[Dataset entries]
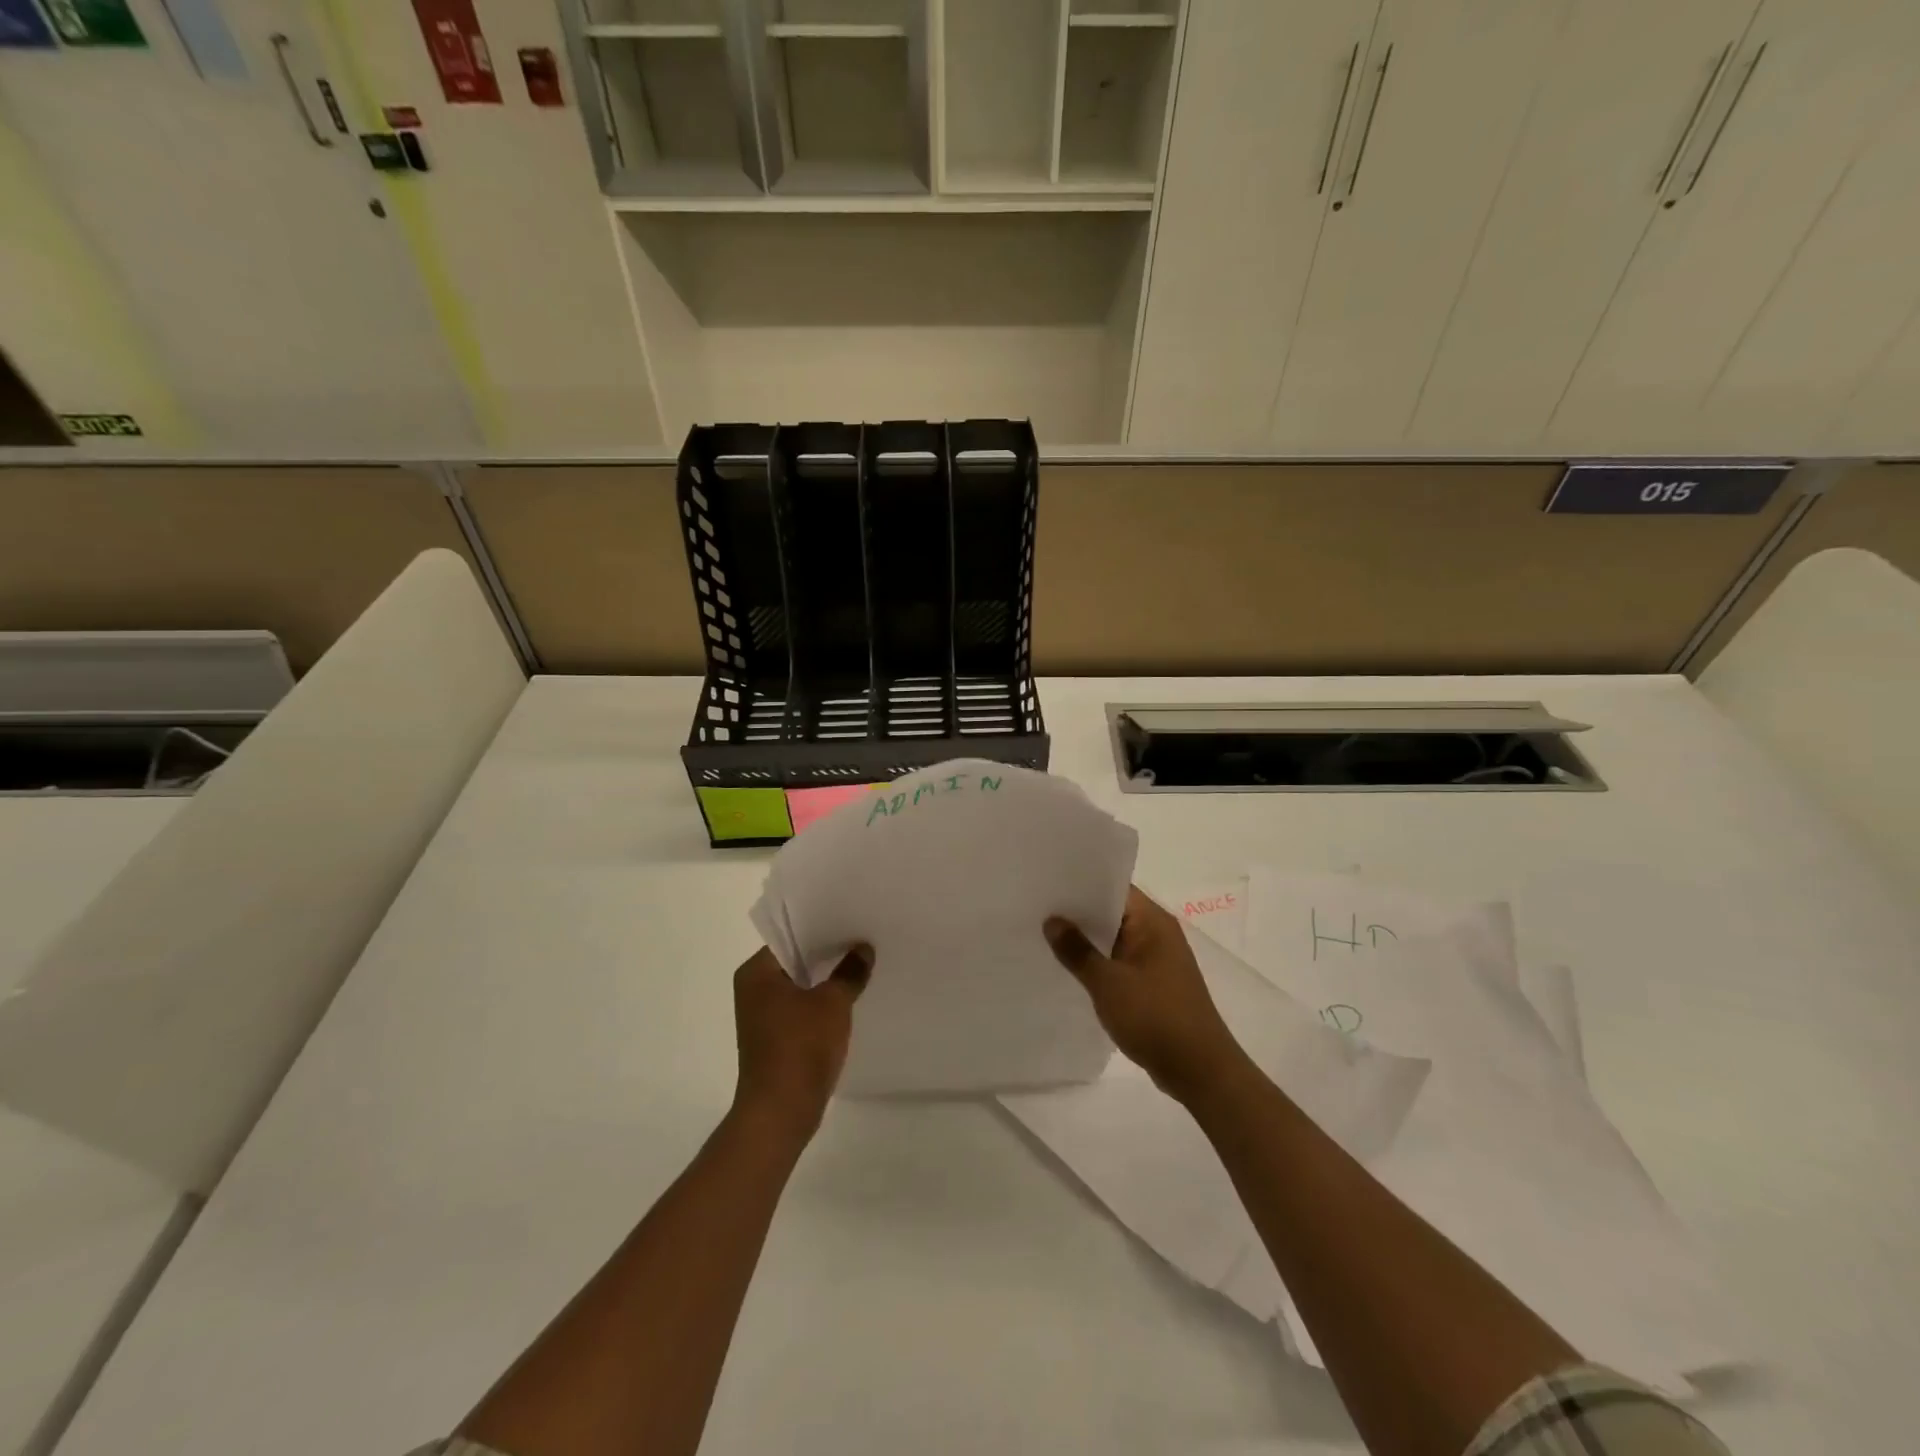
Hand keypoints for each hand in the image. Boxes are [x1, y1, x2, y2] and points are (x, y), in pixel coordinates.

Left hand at [731, 944, 870, 1137]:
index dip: (821, 928)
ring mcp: (763, 1016)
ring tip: (862, 964)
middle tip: (863, 939)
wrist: (780, 1113)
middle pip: (795, 960)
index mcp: (756, 973)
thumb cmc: (800, 1047)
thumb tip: (863, 949)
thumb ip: (849, 971)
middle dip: (828, 953)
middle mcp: (753, 989)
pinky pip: (802, 1009)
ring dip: (827, 979)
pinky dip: (822, 1003)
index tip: (851, 920)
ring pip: (800, 986)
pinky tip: (850, 998)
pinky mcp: (775, 1038)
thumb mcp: (832, 1003)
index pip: (790, 936)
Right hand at [1044, 886, 1249, 1103]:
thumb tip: (1052, 920)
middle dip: (1078, 914)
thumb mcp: (1108, 983)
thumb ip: (1077, 950)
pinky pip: (1120, 963)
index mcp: (1153, 921)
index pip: (1114, 887)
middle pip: (1113, 912)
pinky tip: (1071, 972)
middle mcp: (1158, 933)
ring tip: (1045, 938)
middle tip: (1037, 910)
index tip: (1047, 884)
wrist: (1200, 1071)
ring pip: (1115, 940)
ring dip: (1087, 942)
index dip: (1081, 884)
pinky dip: (1099, 964)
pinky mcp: (1155, 985)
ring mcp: (1158, 960)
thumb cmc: (1155, 1017)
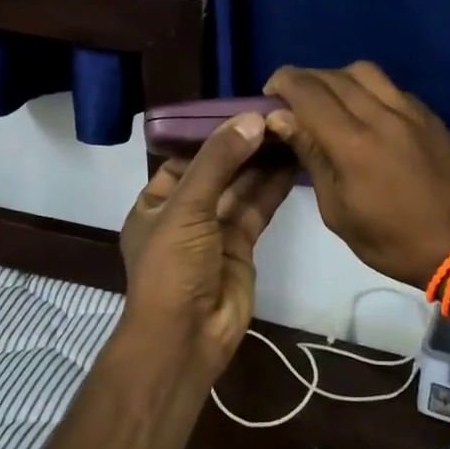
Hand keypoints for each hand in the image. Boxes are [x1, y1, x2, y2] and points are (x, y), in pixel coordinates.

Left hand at [118, 113, 296, 368]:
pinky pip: (258, 209)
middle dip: (244, 147)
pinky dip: (274, 187)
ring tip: (291, 131)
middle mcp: (184, 214)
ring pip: (242, 188)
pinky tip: (294, 161)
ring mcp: (214, 231)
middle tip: (277, 116)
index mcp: (155, 203)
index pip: (184, 159)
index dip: (212, 136)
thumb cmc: (172, 268)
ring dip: (263, 163)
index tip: (244, 110)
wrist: (187, 337)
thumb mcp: (186, 207)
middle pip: (218, 171)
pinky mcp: (242, 247)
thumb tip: (252, 118)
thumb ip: (218, 162)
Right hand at [262, 62, 449, 289]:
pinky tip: (364, 113)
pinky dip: (367, 90)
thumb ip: (312, 157)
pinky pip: (390, 87)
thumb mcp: (337, 211)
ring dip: (337, 78)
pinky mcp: (429, 116)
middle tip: (291, 100)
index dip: (282, 83)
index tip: (269, 94)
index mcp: (353, 143)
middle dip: (305, 79)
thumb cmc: (391, 240)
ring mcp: (410, 111)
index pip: (308, 91)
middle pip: (333, 76)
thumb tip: (283, 120)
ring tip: (328, 101)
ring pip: (364, 72)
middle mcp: (381, 115)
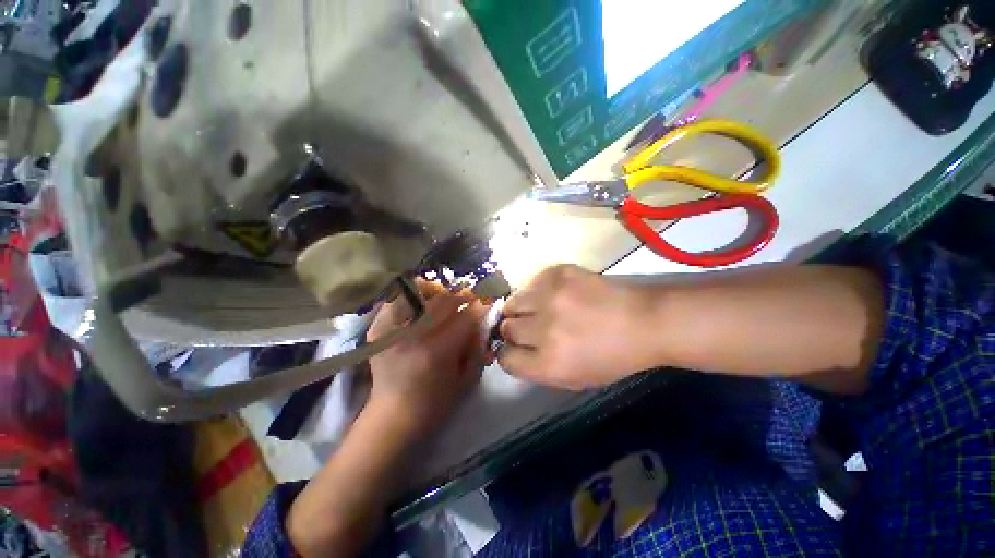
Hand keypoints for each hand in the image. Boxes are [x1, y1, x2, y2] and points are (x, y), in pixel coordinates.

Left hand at [366, 280, 488, 436]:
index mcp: (436, 352)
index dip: (479, 308)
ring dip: (438, 293)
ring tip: (445, 299)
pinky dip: (413, 296)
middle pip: (444, 301)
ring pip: (420, 294)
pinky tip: (423, 303)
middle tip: (469, 300)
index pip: (465, 317)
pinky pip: (397, 300)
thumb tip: (483, 318)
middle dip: (462, 297)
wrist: (393, 416)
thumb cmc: (436, 404)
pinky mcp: (379, 329)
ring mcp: (392, 330)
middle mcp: (412, 336)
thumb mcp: (467, 380)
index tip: (486, 305)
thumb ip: (478, 346)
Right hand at [498, 265, 659, 389]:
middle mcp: (544, 329)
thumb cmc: (612, 356)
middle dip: (514, 331)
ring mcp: (550, 296)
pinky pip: (530, 283)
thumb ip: (536, 368)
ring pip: (511, 302)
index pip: (505, 358)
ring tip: (538, 308)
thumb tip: (511, 350)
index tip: (516, 348)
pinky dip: (537, 291)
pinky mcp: (557, 273)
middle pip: (506, 328)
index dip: (508, 354)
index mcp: (549, 363)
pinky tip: (555, 294)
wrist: (643, 321)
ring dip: (520, 308)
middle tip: (531, 327)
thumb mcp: (573, 378)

• [Your objective]:
Although the records contain pictures, the output must hold only their exact wording.

• [Completed exercise]:
Hand keypoints for each hand in the image. Boxes are [x1, y1, x2, y2] and points are (x, y), in pixel coordinates.

Left hand at [731, 944, 870, 1137]:
index dip: (821, 928)
ring mcp: (763, 1016)
ring tip: (862, 964)
middle tip: (863, 939)
wrist: (780, 1113)
middle pip: (795, 960)
index mcp: (756, 973)
thumb cmc: (800, 1047)
thumb tip: (863, 949)
thumb ip: (849, 971)
middle dip: (828, 953)
middle mcp: (753, 989)
pinky pip: (802, 1009)
ring dip: (827, 979)
pinky dip: (822, 1003)
index tip: (851, 920)
ring pip: (800, 986)
pinky tip: (850, 998)
pinky mcp: (775, 1038)
thumb mcp: (832, 1003)
index pip: (790, 936)
Right hand at [1044, 886, 1249, 1103]:
thumb tip: (1052, 920)
middle dip: (1078, 914)
thumb mcp: (1108, 983)
thumb ip: (1077, 950)
pinky pip: (1120, 963)
index mcp: (1153, 921)
index pip: (1114, 887)
middle pip: (1113, 912)
pinky tip: (1071, 972)
middle mcp: (1158, 933)
ring tip: (1045, 938)
middle tip: (1037, 910)
index tip: (1047, 884)
wrist: (1200, 1071)
ring pip: (1115, 940)
ring dip: (1087, 942)
index dip: (1081, 884)
pinky dip: (1099, 964)
pinky mcp: (1155, 985)
ring mcp: (1158, 960)
thumb cmc: (1155, 1017)
Hand keypoints for each hand in the image. Boxes are [x1, y1, x2, y2] and points are (x, y), in pixel coordinates.

Left hand at [118, 113, 296, 368]:
pinky pip: (258, 209)
middle dip: (244, 147)
pinky dip: (274, 187)
ring tip: (291, 131)
middle mcp: (184, 214)
ring pip: (242, 188)
pinky tip: (294, 161)
ring mcp: (214, 231)
middle tip: (277, 116)
index mcp: (155, 203)
index pip: (184, 159)
index dip: (212, 136)
thumb cmc: (172, 268)
ring dip: (263, 163)
index tip: (244, 110)
wrist: (187, 337)
thumb mcp: (186, 207)
middle pip: (218, 171)
pinky mcp: (242, 247)
thumb tip: (252, 118)
thumb ip: (218, 162)
Right hand at [262, 62, 449, 289]:
pinky tip: (364, 113)
pinky dip: (367, 90)
thumb ip: (312, 157)
pinky pip: (390, 87)
thumb mcp: (337, 211)
ring dip: (337, 78)
pinky mcp: (429, 116)
middle tip: (291, 100)
index dip: (282, 83)
index tip: (269, 94)
index mcp: (353, 143)
middle dip: (305, 79)
thumb cmc: (391, 240)
ring mcp: (410, 111)
index pip: (308, 91)
middle pip: (333, 76)
thumb tip: (283, 120)
ring tip: (328, 101)
ring pip: (364, 72)
middle mcp: (381, 115)
Hand keypoints for each hand in the image. Boxes are [x1, y1, x2, y2] and points are (x, y), in pixel coordinates.

Left hand at [366, 280, 488, 436]:
index mcp: (436, 352)
index dip: (479, 308)
ring dip: (438, 293)
ring tip: (445, 299)
pinky dip: (413, 296)
middle pip: (444, 301)
ring pip: (420, 294)
pinky tip: (423, 303)
middle tip: (469, 300)
index pip: (465, 317)
pinky pip: (397, 300)
thumb tip: (483, 318)
middle dip: (462, 297)
wrist: (393, 416)
thumb cmc: (436, 404)
pinky mcp: (379, 329)
ring mcp: (392, 330)
middle mcp: (412, 336)
thumb mcp: (467, 380)
index tip: (486, 305)
thumb ip: (478, 346)
Right hand at [498, 265, 659, 389]:
middle mcp: (544, 329)
thumb cmc: (612, 356)
middle dip: (514, 331)
ring mcp: (550, 296)
pinky pip: (530, 283)
thumb ip: (536, 368)
ring pip: (511, 302)
index pip: (505, 358)
ring tip: (538, 308)
thumb tip: (511, 350)
index tip: (516, 348)
pinky dip: (537, 291)
pinky mcp: (557, 273)
middle pip: (506, 328)
index dip: (508, 354)
index mcp: (549, 363)
pinky tip: (555, 294)
wrist: (643, 321)
ring dip: (520, 308)
middle tip: (531, 327)
thumb mcp: (573, 378)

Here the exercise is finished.